I admit I have a definite bias against the American gun fetish. I learned to handle firearms from WWII vets, none of whom carried firearms routinely. To this day if someone were to hand me a weapon I would inspect and clear it the way they learned to do it during inspection in the 1940’s.

I was a trauma surgeon for more than 25 years. In that time, I treated wounds made by 22 cal pistols and rifles, 38s, 9mm, 10mm, 45 cal colts, black powder muzzle loaders, 12 gauge shotguns, 30 cal long guns and the 5.56mm favored by many of the assault rifles in civilian hands. Victims from 80 years of age to 7. Not saying my experience was typical, but I never once treated someone shot by someone defending their home. A fair number of police officers shot in the line, but no home defenders. Three mass casualty ‘events’.

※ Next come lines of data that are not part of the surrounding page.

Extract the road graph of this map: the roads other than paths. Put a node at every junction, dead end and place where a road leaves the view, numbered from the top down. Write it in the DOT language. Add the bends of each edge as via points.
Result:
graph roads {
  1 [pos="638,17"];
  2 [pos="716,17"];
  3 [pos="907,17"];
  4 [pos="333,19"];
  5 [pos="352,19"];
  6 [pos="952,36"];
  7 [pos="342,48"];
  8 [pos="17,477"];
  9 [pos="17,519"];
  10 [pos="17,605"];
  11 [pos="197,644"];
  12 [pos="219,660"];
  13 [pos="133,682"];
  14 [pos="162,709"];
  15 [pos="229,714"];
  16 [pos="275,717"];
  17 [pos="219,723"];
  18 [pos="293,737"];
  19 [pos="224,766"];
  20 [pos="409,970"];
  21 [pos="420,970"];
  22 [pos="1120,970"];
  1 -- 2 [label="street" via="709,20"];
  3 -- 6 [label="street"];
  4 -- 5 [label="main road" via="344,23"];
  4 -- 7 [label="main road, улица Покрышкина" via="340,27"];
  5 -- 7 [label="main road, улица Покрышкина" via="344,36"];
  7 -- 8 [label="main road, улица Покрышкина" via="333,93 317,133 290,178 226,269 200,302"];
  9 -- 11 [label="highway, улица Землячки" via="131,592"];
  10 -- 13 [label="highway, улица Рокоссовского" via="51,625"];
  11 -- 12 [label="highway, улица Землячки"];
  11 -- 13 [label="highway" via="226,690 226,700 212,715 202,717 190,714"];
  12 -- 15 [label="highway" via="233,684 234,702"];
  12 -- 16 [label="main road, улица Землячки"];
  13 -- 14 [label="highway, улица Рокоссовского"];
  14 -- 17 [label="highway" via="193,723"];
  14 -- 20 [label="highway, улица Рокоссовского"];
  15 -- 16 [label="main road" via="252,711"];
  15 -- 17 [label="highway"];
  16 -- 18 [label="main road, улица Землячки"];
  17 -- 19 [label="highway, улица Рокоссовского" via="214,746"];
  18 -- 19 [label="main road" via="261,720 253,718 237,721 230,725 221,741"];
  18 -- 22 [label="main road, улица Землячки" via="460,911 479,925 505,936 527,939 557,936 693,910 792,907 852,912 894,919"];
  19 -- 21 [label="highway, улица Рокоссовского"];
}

Worried far more than once about getting cut on frangible fragments in our victims from ammo banned by the military but allowed for civilians.

Many suicides or attempts, many domestic assaults, many unintentional injuries. Lots of people cleaning guns or handling weapons that were ‘not loaded’. Only a handful of stranger on stranger crimes. Usually the shooter knew the vic. Lots of gang shootings – sometimes repeaters with a history of a prior GSW.

FYI: if home defense is your goal you can’t beat a 12 gauge shotgun. It imparts tremendous energy to the target at the ranges a home defender would face, is a hell of a lot easier to aim than a handgun and won’t travel 8 blocks through 2 houses and kill your neighbor.

The 5.56mm injuries were the stuff of nightmares. Designed for combat use, the wounds were devastating. At least as bad as a 30 cal rifle. Rifles injuries were a whole different level from the handguns. Handguns fire subsonic rounds. So the tissue injury is directly related to the path of the projectile. Rifles fire supersonic missiles. Very little of the actual energy of the projectile is imparted to the victim – that’s why it passes through usually. But while it’s passing through the tissues, it’s accompanied by a supersonic shock wave several times larger than the size of the slug (several inches in some cases). Everything in the path of that shock wave might be damaged or destroyed.

I can’t say that I came away from the experience with a great appreciation for the Second Amendment.